Throughout the next several weeks, we will look at each action in this wide angle shot of the early infant church. This week we look at how the infant Christian church devoted themselves to the apostles’ teachings. Jesus appointed a group of 12 to give an authoritative interpretation of Jesus’ life, death, resurrection, and exaltation. People came near and far to hear them. They went near and far to tell people. On at least one occasion, 3,000 people in the city of Jerusalem repented and turned to God and received the promised Holy Spirit in response to this message.
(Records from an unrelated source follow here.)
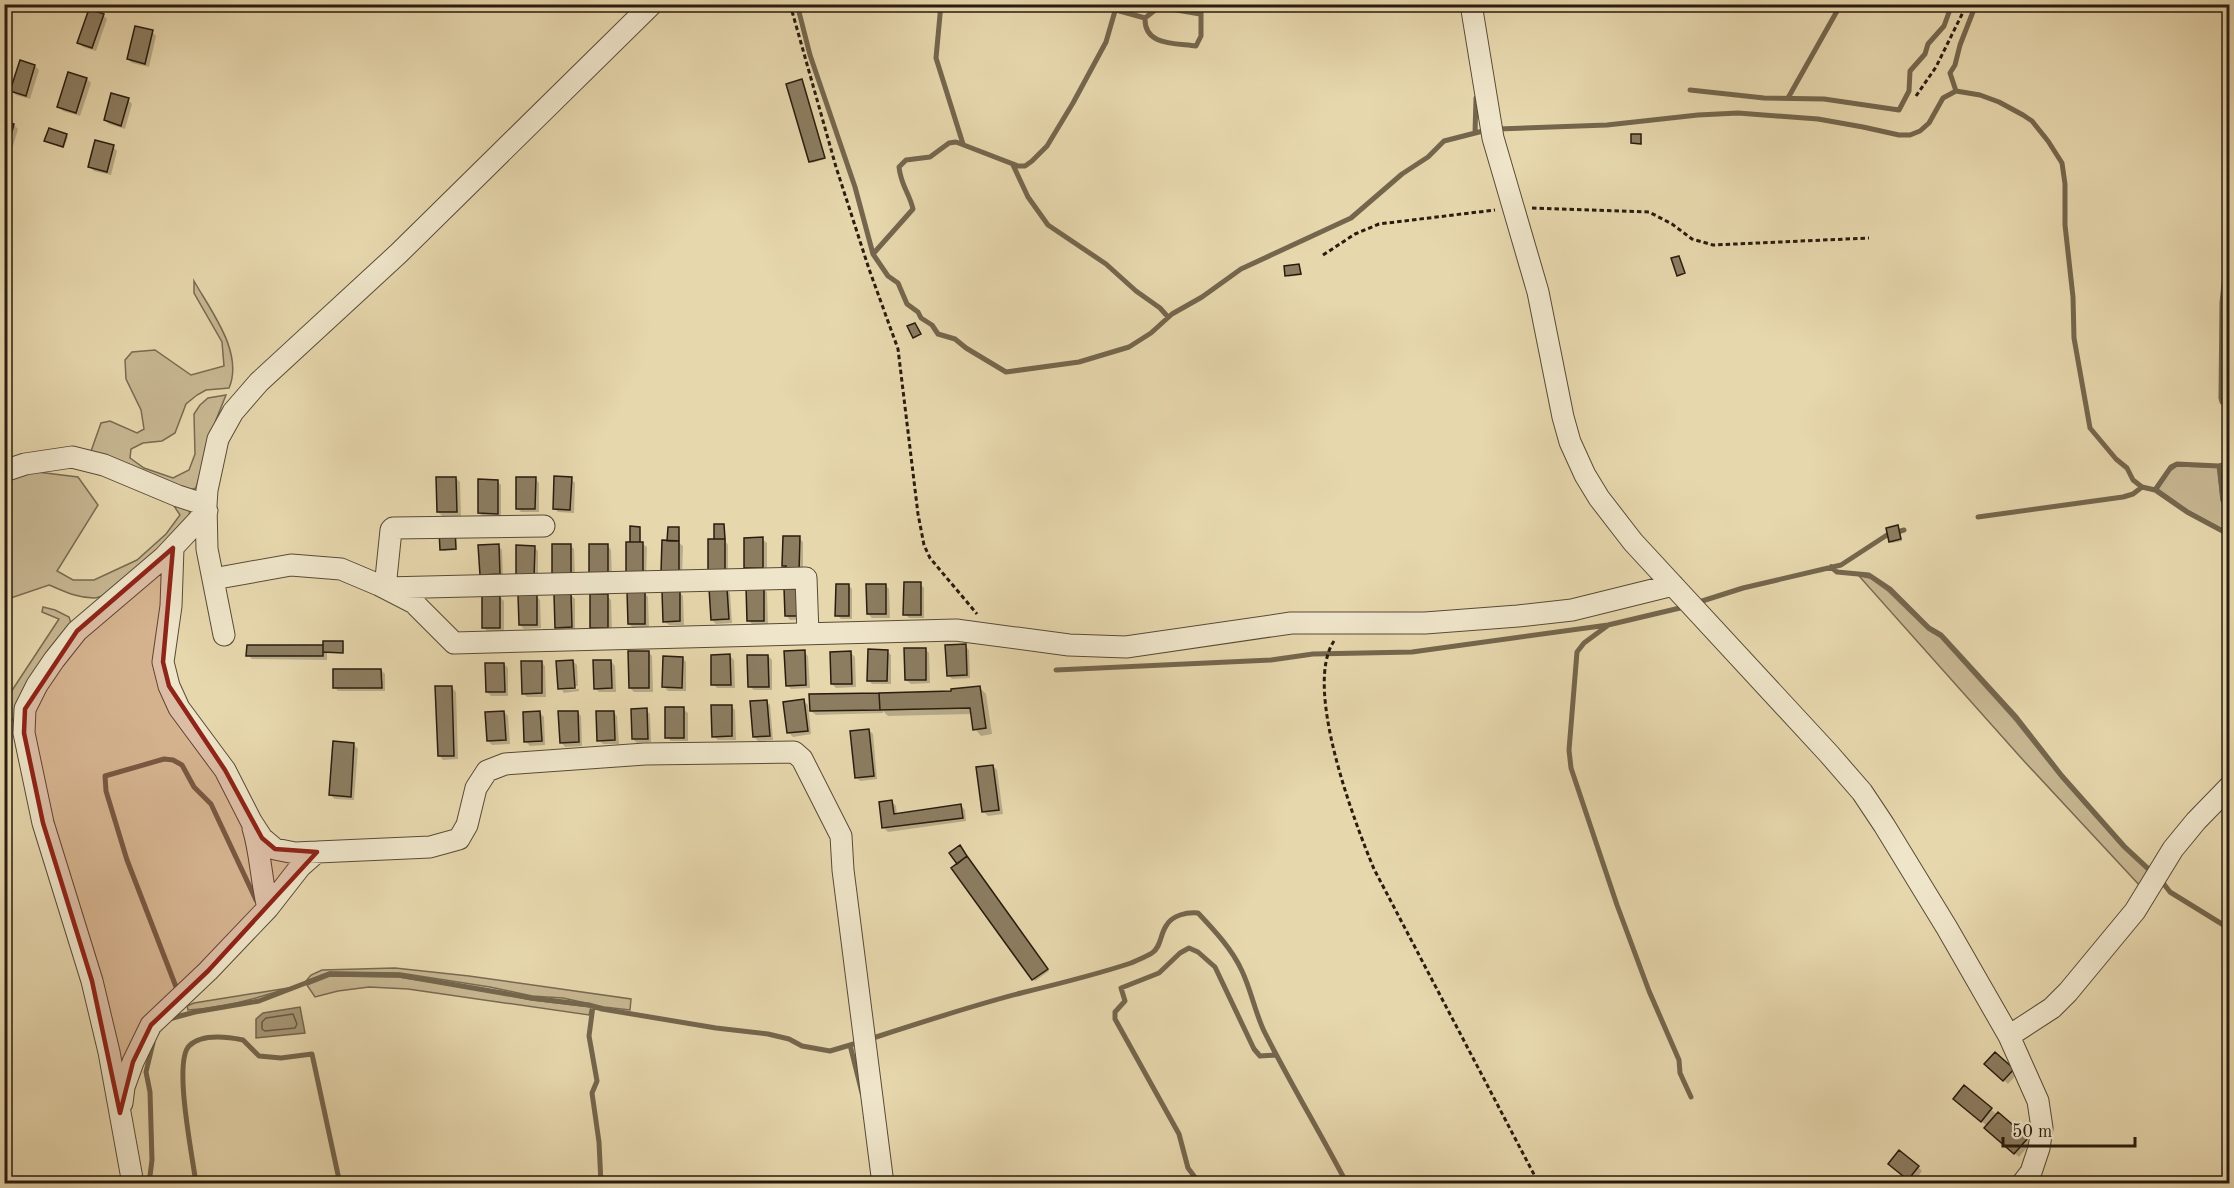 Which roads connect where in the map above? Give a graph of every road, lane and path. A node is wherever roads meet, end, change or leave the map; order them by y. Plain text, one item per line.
1 (652, 4) edge
2 (790, 4) edge
3 (1471, 4) edge
4 (1967, 4) edge
5 (1916, 96) dead end
6 (1513, 207) junction
7 (1869, 238) dead end
8 (1323, 255) dead end
9 (4, 471) edge
10 (207, 508) junction
11 (544, 526) dead end
12 (172, 548) junction
13 (213, 579) junction
14 (1673, 585) junction
15 (385, 588) junction
16 (1347, 622) junction
17 (808, 633) junction
18 (982, 633) junction
19 (224, 635) dead end
20 (2229, 786) edge
21 (251, 821) junction
22 (317, 852) junction
23 (268, 908) junction
24 (2009, 1036) junction
25 (120, 1113) junction
26 (133, 1184) edge
27 (883, 1184) edge
28 (1539, 1184) edge
29 (2022, 1184) edge

1 - 10 street
2 - 18 path
3 - 6 street
4 - 5 path
6 - 7 path
6 - 8 path
6 - 14 street
9 - 10 street
10 - 12 street
10 - 13 street
11 - 15 street
12 - 21 street
12 - 25 street
13 - 15 street
13 - 19 street
14 - 16 street
14 - 24 street
15 - 17 street
15 - 17 street
16 - 18 street
16 - 28 path
17 - 18 street
20 - 24 street
21 - 22 street
21 - 23 street
22 - 23 street
22 - 27 street
23 - 25 street
24 - 29 street
25 - 26 street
Christianity remains more than a set of beliefs and convictions; nevertheless, it is no less than a set of beliefs and convictions expressed in the lives of those who embrace this new way of life made possible through the Holy Spirit. The events surrounding Jesus could have been interpreted in a variety of ways. Jesus prepared ahead of time, from the beginning of his ministry, a group of people who would go out and give God’s authoritative word on Jesus’ life, death, ressurection, and exaltation. Some received this message with joy, others were offended and opposed it.
These men and their associates were gifted to us. For them, it was never about them; it was about the message entrusted to them by Jesus himself. They suffered persecution, imprisonment, beatings, and much more, some even gave their lives to disseminate it and defend it.
These words have now been recorded for prosperity, by the inspiration of the Holy Spirit, in what we call the New Testament. A healthy, biblical church distinguishes itself by a healthy and whole-hearted teaching of God’s Holy Word, both from the pulpit on Sundays and in smaller groups dedicated to learning from and living out God’s Word. These churches love God’s Word so much their blood, as Charles Spurgeon once said, becomes bibline, and they become, in effect, walking Bibles.